- **TASK PROMPT**:
Set out each line from the following listing that includes the word "Sokağı".

+ + + + + + +

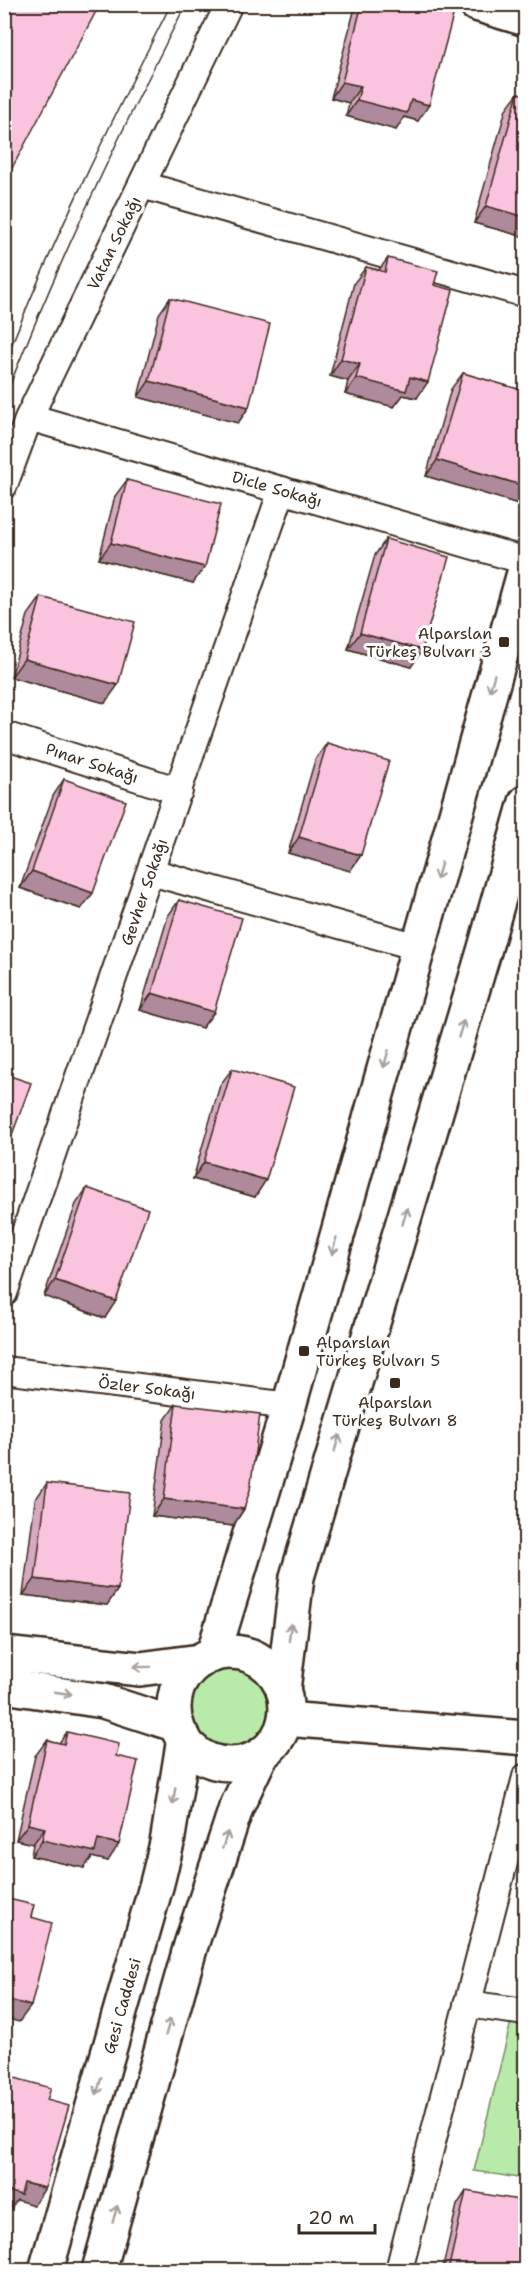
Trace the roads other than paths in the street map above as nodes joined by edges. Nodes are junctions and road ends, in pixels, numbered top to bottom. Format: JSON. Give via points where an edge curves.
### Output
{"nodes":[{"id":1,"x":229,"y":4,"type":"edge"},
{"id":2,"x":476,"y":4,"type":"edge"},
{"id":3,"x":525,"y":19,"type":"edge"},
{"id":4,"x":142,"y":185,"type":"junction"},
{"id":5,"x":525,"y":294,"type":"edge"},
{"id":6,"x":29,"y":417,"type":"junction"},
{"id":7,"x":4,"y":484,"type":"edge"},
{"id":8,"x":282,"y":490,"type":"junction"},
{"id":9,"x":525,"y":561,"type":"edge"},
{"id":10,"x":525,"y":566,"type":"edge"},
{"id":11,"x":4,"y":735,"type":"edge"},
{"id":12,"x":179,"y":791,"type":"junction"},
{"id":13,"x":525,"y":802,"type":"edge"},
{"id":14,"x":151,"y":872,"type":"junction"},
{"id":15,"x":418,"y":947,"type":"junction"},
{"id":16,"x":4,"y":1293,"type":"edge"},
{"id":17,"x":4,"y":1370,"type":"edge"},
{"id":18,"x":289,"y":1406,"type":"junction"},
{"id":19,"x":4,"y":1654,"type":"edge"},
{"id":20,"x":206,"y":1658,"type":"junction"},
{"id":21,"x":4,"y":1686,"type":"edge"},
{"id":22,"x":284,"y":1705,"type":"junction"},
{"id":23,"x":181,"y":1732,"type":"junction"},
{"id":24,"x":525,"y":1738,"type":"edge"},
{"id":25,"x":261,"y":1755,"type":"junction"},
{"id":26,"x":525,"y":1777,"type":"edge"},
{"id":27,"x":467,"y":2004,"type":"junction"},
{"id":28,"x":525,"y":2012,"type":"edge"},
{"id":29,"x":46,"y":2271,"type":"edge"},
{"id":30,"x":99,"y":2271,"type":"edge"},
{"id":31,"x":399,"y":2271,"type":"edge"}],
"edges":[{"from":1,"to":4,"type":"street","name":"Vatan Sokağı"},
{"from":2,"to":3,"type":"main road"},
{"from":4,"to":5,"type":"street"},
{"from":4,"to":6,"type":"street","name":"Vatan Sokağı"},
{"from":6,"to":7,"type":"street","name":"Vatan Sokağı"},
{"from":6,"to":8,"type":"street","name":"Dicle Sokağı"},
{"from":8,"to":9,"type":"street","name":"Dicle Sokağı"},
{"from":8,"to":12,"type":"street","name":"Gevher Sokağı"},
{"from":10,"to":15,"type":"main road","one_way":true},
{"from":11,"to":12,"type":"street","name":"Pınar Sokağı"},
{"from":12,"to":14,"type":"street","name":"Gevher Sokağı"},
{"from":22,"to":13,"type":"main road","one_way":true,"via":[[297,1576]]},
{"from":14,"to":15,"type":"street"},
{"from":14,"to":16,"type":"street","name":"Gevher Sokağı"},
{"from":15,"to":18,"type":"main road","one_way":true},
{"from":17,"to":18,"type":"street","name":"Özler Sokağı"},
{"from":18,"to":20,"type":"main road"},
{"from":20,"to":19,"type":"main road","one_way":true,"via":[[140,1669]]},
{"from":20,"to":22,"type":"main road","via":[[242,1653],[255,1658],[277,1677]]},
{"from":20,"to":23,"type":"main road","via":[[180,1683],[176,1696]]},
{"from":21,"to":23,"type":"main road","one_way":true,"via":[[95,1699]]},
{"from":22,"to":24,"type":"main road"},
{"from":22,"to":25,"type":"main road","via":[[276,1739]]},
{"from":23,"to":25,"type":"main road","via":[[205,1758],[240,1762]]},
{"from":23,"to":29,"type":"main road","name":"Gesi Caddesi","one_way":true,"via":[[167,1843],[157,1883]]},
{"from":30,"to":25,"type":"main road","one_way":true,"via":[[191,1945],[236,1808]]},
{"from":26,"to":27,"type":"street"},
{"from":27,"to":28,"type":"street"},
{"from":27,"to":31,"type":"street"}]}
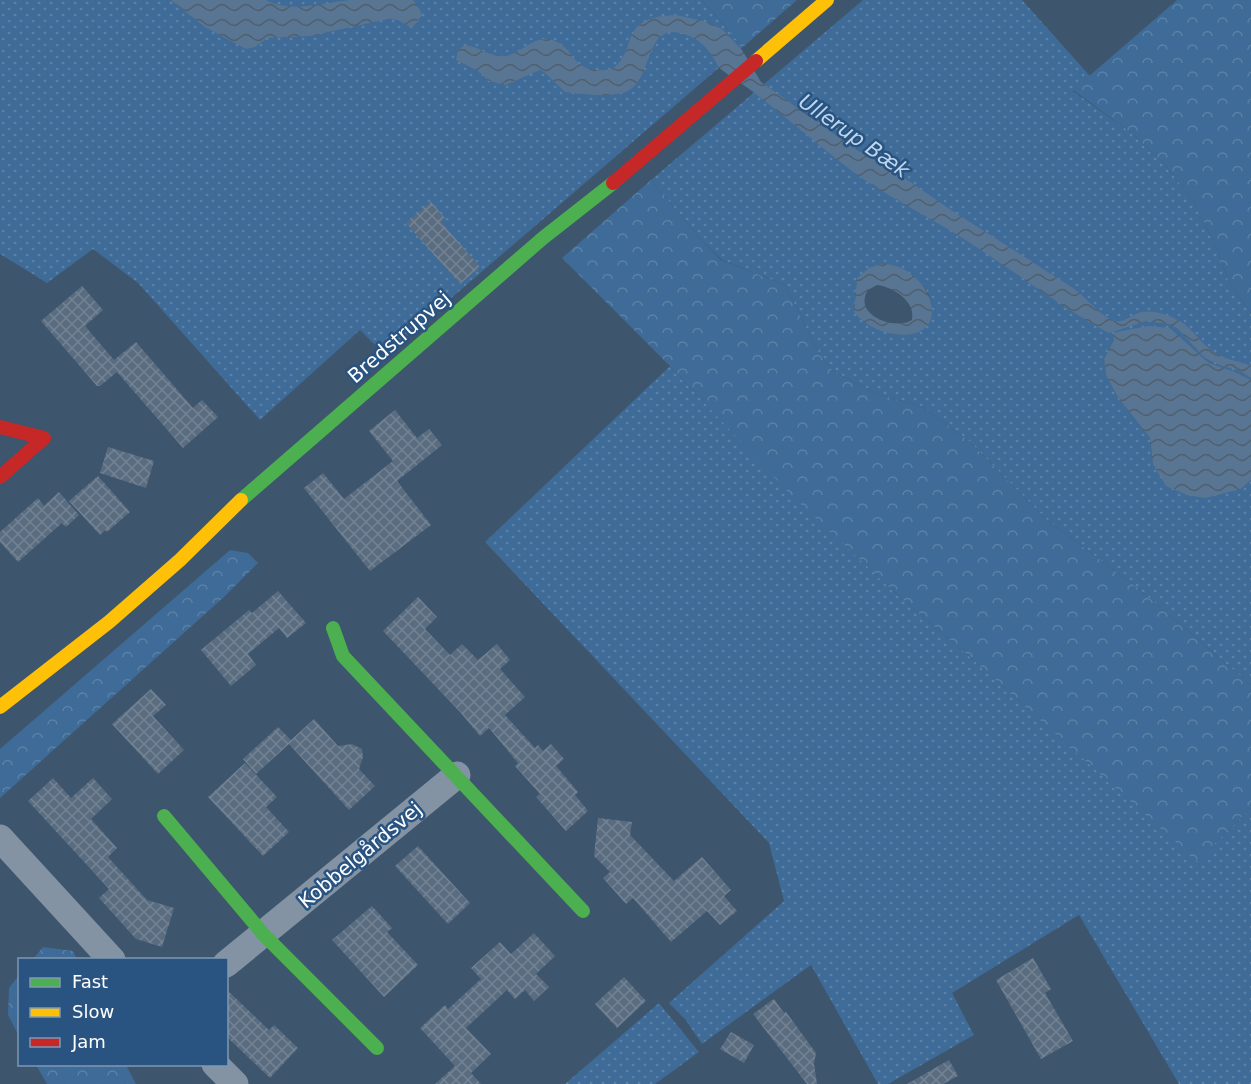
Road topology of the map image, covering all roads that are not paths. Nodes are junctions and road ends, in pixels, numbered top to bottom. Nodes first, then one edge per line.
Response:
1 (827, 0) edge
2 (0, 427) edge
3 (0, 477) edge
4 (333, 628) dead end
5 (0, 707) edge
6 (457, 775) junction
7 (164, 816) dead end
8 (0, 838) edge
9 (583, 911) dead end
10 (264, 935) junction
11 (110, 958) edge
12 (228, 962) edge
13 (377, 1048) dead end
14 (216, 1066) edge
15 (235, 1084) edge

1 - 5 street, Bredstrupvej
2 - 3 street
4 - 6 street
6 - 9 street
6 - 10 street, Kobbelgårdsvej
7 - 10 street
8 - 11 street
10 - 12 street, Kobbelgårdsvej
10 - 13 street
14 - 15 street

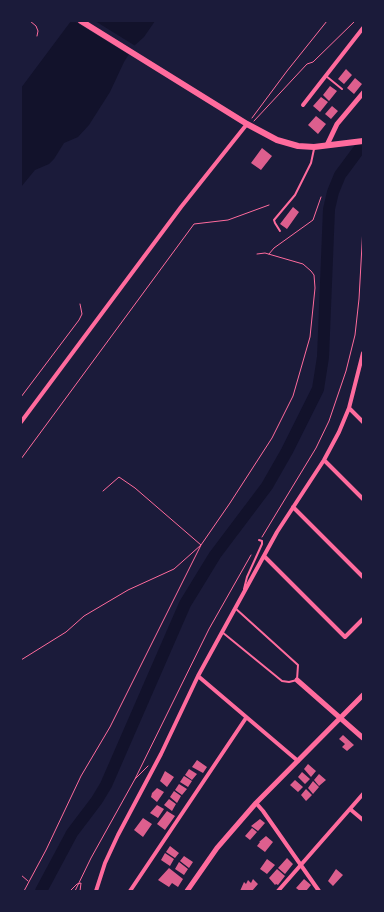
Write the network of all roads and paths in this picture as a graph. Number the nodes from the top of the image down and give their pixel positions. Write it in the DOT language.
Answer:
graph roads {
  1 [pos="30,21"];
  2 [pos="81,21"];
  3 [pos="328,21"];
  4 [pos="355,21"];
  5 [pos="363,28"];
  6 [pos="37,36"];
  7 [pos="325,76"];
  8 [pos="342,89"];
  9 [pos="363,93"];
  10 [pos="302,105"];
  11 [pos="250,122"];
  12 [pos="363,140"];
  13 [pos="328,145"];
  14 [pos="314,147"];
  15 [pos="321,198"];
  16 [pos="269,204"];
  17 [pos="363,227"];
  18 [pos="280,231"];
  19 [pos="257,254"];
  20 [pos="269,255"];
  21 [pos="80,304"];
  22 [pos="363,353"];
  23 [pos="21,397"];
  24 [pos="349,408"];
  25 [pos="21,422"];
  26 [pos="363,422"];
  27 [pos="21,459"];
  28 [pos="324,460"];
  29 [pos="104,491"];
  30 [pos="363,499"];
  31 [pos="293,507"];
  32 [pos="260,540"];
  33 [pos="201,545"];
  34 [pos="264,556"];
  35 [pos="363,577"];
  36 [pos="242,594"];
  37 [pos="235,608"];
  38 [pos="363,619"];
  39 [pos="222,632"];
  40 [pos="21,660"];
  41 [pos="198,676"];
  42 [pos="296,680"];
  43 [pos="363,695"];
  44 [pos="246,718"];
  45 [pos="340,718"];
  46 [pos="363,738"];
  47 [pos="298,761"];
  48 [pos="150,764"];
  49 [pos="135,780"];
  50 [pos="363,794"];
  51 [pos="256,803"];
  52 [pos="350,809"];
  53 [pos="363,820"];
  54 [pos="300,865"];
  55 [pos="21,875"];
  56 [pos="29,882"];
  57 [pos="81,883"];
  58 [pos="24,891"];
  59 [pos="70,891"];
  60 [pos="76,891"];
  61 [pos="80,891"];
  62 [pos="96,891"];
  63 [pos="130,891"];
  64 [pos="187,891"];
  65 [pos="278,891"];
  66 [pos="319,891"];
  1 -- 6 [label="path"];
  2 -- 11 [label="main road"];
  3 -- 11 [label="path"];
  4 -- 11 [label="path"];
  5 -- 7 [label="street"];
  7 -- 8 [label="lane"];
  7 -- 10 [label="street"];
  9 -- 13 [label="street"];
  11 -- 14 [label="main road"];
  11 -- 25 [label="street"];
  12 -- 13 [label="main road"];
  13 -- 14 [label="main road"];
  14 -- 18 [label="lane"];
  15 -- 20 [label="path"];
  16 -- 27 [label="path"];
  17 -- 32 [label="path"];
  19 -- 20 [label="path"];
  20 -- 33 [label="path"];
  21 -- 23 [label="path"];
  22 -- 24 [label="street"];
  24 -- 26 [label="street"];
  24 -- 28 [label="street"];
  28 -- 30 [label="street"];
  28 -- 31 [label="street"];
  29 -- 33 [label="path"];
  31 -- 34 [label="street"];
  31 -- 35 [label="street"];
  32 -- 36 [label="lane"];
  32 -- 49 [label="path"];
  33 -- 40 [label="path"];
  33 -- 56 [label="path"];
  34 -- 36 [label="street"];
  34 -- 38 [label="street"];
  36 -- 37 [label="street"];
  37 -- 39 [label="street"];
  37 -- 42 [label="lane"];
  39 -- 41 [label="street"];
  39 -- 42 [label="lane"];
  41 -- 44 [label="street"];
  41 -- 62 [label="street"];
  42 -- 45 [label="street"];
  43 -- 45 [label="street"];
  44 -- 47 [label="street"];
  44 -- 63 [label="street"];
  45 -- 46 [label="street"];
  45 -- 47 [label="street"];
  47 -- 51 [label="street"];
  48 -- 49 [label="path"];
  49 -- 57 [label="path"];
  50 -- 52 [label="street"];
  51 -- 54 [label="street"];
  51 -- 64 [label="street"];
  52 -- 53 [label="street"];
  52 -- 54 [label="street"];
  54 -- 65 [label="street"];
  54 -- 66 [label="street"];
  55 -- 56 [label="path"];
  56 -- 58 [label="path"];
  57 -- 59 [label="path"];
  57 -- 60 [label="path"];
  57 -- 61 [label="path"];
}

+ + + + + + +

- **SOLUTION TO THE EXERCISE**:
"edges":[{"from":1,"to":4,"type":"street","name":"Vatan Sokağı"},
{"from":4,"to":6,"type":"street","name":"Vatan Sokağı"},
{"from":6,"to":7,"type":"street","name":"Vatan Sokağı"},
{"from":6,"to":8,"type":"street","name":"Dicle Sokağı"},
{"from":8,"to":9,"type":"street","name":"Dicle Sokağı"},
{"from":8,"to":12,"type":"street","name":"Gevher Sokağı"},
{"from":11,"to":12,"type":"street","name":"Pınar Sokağı"},
{"from":12,"to":14,"type":"street","name":"Gevher Sokağı"},
{"from":14,"to":16,"type":"street","name":"Gevher Sokağı"},
{"from":17,"to":18,"type":"street","name":"Özler Sokağı"},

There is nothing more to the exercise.